TASK DIRECTIONS
Return all lines of the data in which the string "Tinbergenlaan" occurs.

DATA RECORDS
▼▼▼

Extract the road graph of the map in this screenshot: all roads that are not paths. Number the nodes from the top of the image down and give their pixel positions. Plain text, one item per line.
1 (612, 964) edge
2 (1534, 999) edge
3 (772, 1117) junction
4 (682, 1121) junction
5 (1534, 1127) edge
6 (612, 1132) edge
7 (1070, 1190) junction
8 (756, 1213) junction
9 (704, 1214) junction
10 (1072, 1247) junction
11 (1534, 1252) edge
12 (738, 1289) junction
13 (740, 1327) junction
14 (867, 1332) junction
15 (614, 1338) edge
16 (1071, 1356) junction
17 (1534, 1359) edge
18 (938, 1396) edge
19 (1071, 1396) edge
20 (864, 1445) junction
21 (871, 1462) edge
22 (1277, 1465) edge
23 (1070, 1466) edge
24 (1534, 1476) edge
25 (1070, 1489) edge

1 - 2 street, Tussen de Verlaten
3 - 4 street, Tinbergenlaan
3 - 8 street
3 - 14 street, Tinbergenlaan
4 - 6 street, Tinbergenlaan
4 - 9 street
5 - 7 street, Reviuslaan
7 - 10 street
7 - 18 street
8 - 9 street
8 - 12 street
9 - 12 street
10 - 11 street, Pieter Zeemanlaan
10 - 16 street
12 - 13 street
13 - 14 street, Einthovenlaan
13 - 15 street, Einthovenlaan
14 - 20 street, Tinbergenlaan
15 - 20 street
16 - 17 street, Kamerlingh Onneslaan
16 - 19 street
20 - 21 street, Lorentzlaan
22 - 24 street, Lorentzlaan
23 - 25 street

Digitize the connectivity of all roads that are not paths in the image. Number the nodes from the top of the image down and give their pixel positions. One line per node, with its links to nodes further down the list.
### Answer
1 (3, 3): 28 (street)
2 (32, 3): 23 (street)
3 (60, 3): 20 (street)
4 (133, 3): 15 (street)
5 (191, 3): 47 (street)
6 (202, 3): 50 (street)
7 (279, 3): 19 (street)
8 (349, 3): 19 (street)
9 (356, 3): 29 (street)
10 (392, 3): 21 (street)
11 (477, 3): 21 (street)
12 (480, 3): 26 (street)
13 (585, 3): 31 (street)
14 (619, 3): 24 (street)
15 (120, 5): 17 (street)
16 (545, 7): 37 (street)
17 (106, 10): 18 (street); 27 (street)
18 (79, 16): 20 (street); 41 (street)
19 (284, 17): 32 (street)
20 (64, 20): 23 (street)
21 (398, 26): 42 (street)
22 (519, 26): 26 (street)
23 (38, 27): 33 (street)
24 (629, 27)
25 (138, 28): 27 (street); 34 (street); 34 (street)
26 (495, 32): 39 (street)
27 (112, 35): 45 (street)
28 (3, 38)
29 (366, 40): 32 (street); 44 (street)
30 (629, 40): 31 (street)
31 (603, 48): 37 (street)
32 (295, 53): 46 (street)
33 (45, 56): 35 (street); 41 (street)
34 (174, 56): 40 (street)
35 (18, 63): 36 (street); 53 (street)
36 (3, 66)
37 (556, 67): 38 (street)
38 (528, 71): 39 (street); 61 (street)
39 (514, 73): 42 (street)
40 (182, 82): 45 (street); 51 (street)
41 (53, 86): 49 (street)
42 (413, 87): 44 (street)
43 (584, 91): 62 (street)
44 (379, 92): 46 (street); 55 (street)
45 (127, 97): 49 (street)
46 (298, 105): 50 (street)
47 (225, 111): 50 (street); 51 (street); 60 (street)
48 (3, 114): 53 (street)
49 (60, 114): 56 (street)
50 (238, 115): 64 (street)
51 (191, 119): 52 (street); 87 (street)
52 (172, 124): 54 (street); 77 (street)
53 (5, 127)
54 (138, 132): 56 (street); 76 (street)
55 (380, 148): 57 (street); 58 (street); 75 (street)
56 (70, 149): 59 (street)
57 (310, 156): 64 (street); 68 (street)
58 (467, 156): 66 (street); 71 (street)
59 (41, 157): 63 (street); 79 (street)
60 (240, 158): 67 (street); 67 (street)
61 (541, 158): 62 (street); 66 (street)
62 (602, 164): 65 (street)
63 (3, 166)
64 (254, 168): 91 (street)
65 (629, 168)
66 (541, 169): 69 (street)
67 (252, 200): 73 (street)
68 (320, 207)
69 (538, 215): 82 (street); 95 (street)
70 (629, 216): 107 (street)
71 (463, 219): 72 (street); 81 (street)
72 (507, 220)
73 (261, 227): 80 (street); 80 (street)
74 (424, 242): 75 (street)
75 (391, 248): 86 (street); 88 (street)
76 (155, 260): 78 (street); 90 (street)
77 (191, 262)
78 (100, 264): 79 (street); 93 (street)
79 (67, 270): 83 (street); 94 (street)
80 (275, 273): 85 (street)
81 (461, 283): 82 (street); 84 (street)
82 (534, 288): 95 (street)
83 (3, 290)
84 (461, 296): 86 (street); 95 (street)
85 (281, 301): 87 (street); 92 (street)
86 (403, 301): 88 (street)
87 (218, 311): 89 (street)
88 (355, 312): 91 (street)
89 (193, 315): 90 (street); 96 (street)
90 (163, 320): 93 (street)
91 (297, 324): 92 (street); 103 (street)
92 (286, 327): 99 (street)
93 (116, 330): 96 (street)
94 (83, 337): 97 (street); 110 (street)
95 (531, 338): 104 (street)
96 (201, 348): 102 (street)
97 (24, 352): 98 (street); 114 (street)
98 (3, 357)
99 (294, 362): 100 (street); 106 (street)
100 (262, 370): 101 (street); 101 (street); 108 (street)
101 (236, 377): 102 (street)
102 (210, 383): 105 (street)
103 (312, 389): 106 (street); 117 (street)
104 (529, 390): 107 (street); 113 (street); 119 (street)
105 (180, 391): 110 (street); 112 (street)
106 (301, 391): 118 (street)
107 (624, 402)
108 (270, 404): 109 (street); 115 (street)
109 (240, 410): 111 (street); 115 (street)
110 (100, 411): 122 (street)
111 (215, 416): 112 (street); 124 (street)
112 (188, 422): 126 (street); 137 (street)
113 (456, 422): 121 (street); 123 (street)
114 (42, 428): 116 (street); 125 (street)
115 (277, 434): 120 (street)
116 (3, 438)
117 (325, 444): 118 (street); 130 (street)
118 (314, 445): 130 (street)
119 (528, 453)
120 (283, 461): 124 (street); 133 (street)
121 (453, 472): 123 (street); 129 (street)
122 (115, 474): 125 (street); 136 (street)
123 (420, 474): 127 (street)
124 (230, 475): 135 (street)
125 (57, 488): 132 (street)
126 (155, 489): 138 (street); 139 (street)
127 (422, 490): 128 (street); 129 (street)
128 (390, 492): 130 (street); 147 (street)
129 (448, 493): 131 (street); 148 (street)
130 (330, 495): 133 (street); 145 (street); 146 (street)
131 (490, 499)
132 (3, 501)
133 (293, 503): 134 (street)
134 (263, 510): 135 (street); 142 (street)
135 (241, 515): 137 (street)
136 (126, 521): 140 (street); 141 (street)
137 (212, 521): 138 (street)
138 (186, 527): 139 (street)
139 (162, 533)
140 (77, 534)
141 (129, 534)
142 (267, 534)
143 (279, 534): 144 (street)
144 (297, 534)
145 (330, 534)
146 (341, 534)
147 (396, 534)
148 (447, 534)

▲▲▲

WRITTEN ANSWER
3 - 4 street, Tinbergenlaan
3 - 14 street, Tinbergenlaan
4 - 6 street, Tinbergenlaan
14 - 20 street, Tinbergenlaan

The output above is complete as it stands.